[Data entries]
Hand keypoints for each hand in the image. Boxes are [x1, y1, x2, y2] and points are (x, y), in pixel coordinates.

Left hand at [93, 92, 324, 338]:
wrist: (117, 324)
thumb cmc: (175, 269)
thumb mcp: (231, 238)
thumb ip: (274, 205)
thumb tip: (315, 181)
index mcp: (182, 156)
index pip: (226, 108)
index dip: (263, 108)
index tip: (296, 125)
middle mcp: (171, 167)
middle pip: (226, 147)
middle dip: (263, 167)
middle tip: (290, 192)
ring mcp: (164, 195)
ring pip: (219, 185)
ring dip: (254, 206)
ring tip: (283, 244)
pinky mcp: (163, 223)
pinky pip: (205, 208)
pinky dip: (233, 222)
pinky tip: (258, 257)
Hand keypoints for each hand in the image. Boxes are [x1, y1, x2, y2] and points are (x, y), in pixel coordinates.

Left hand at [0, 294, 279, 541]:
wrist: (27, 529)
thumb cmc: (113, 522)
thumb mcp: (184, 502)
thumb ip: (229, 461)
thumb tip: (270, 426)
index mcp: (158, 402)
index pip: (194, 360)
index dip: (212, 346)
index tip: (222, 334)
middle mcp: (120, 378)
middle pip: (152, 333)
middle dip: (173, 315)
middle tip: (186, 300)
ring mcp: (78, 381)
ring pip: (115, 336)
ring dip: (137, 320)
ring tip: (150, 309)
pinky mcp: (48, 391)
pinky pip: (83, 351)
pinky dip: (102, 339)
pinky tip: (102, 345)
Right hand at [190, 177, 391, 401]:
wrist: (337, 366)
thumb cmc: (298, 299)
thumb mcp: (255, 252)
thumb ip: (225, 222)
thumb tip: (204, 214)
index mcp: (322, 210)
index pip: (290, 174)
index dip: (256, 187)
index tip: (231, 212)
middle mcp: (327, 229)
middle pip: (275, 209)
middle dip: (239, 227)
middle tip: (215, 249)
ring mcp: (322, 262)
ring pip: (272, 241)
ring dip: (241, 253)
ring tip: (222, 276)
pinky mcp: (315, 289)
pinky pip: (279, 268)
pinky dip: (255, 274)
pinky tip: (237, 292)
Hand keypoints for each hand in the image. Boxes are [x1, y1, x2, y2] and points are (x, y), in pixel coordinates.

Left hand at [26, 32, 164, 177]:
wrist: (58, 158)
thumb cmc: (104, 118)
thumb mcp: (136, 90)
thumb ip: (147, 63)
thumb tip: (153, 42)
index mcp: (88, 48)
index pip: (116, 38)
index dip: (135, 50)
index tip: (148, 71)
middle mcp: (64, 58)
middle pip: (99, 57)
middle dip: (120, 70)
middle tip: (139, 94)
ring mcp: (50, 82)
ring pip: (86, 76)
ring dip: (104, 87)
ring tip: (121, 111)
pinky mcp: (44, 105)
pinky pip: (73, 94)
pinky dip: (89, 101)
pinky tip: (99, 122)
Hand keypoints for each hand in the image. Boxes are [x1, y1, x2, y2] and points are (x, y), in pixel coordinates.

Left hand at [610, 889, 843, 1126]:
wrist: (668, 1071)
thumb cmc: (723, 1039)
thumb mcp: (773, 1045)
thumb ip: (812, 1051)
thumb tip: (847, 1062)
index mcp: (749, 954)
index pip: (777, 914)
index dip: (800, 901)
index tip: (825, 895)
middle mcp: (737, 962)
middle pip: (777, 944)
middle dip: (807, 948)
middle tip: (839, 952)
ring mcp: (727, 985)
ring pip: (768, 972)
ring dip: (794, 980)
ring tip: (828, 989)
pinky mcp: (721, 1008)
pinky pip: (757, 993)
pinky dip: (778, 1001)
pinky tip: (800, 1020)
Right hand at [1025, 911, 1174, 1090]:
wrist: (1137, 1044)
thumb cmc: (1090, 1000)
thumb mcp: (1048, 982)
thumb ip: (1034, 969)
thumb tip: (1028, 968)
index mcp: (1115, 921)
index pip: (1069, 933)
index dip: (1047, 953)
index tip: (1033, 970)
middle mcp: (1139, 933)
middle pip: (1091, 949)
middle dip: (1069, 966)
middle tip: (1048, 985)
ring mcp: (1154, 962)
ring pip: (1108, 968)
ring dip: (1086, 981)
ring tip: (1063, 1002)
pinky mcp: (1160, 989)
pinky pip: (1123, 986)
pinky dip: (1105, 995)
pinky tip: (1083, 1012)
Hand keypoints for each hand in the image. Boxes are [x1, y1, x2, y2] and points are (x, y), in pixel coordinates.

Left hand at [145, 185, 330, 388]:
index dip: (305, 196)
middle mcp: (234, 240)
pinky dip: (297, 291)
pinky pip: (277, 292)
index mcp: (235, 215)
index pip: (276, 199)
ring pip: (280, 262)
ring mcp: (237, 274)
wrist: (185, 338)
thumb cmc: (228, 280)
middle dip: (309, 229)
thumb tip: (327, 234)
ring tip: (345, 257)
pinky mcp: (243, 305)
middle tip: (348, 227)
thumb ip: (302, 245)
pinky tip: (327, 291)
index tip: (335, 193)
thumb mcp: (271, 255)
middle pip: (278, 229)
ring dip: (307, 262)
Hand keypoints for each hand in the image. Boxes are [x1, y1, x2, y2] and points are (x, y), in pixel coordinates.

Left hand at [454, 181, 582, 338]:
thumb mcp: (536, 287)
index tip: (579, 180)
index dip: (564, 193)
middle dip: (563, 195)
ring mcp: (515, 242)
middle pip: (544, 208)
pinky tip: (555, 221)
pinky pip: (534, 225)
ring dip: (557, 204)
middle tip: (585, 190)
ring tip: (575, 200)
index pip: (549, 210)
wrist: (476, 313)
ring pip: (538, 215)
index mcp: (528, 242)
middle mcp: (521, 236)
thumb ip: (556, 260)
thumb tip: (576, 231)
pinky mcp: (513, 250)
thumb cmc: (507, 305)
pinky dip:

● **Exercise goal**
If a line above holds the string "Left", return it as it stands.

● **Solution for this exercise**
Left hand at [93, 92, 324, 338]:
Left hand at [0, 294, 279, 541]:
Left hand at [26, 32, 164, 177]:
Left hand at [610, 889, 843, 1126]:
Left hand at [145, 185, 330, 388]:
Left hand at [454, 181, 582, 338]:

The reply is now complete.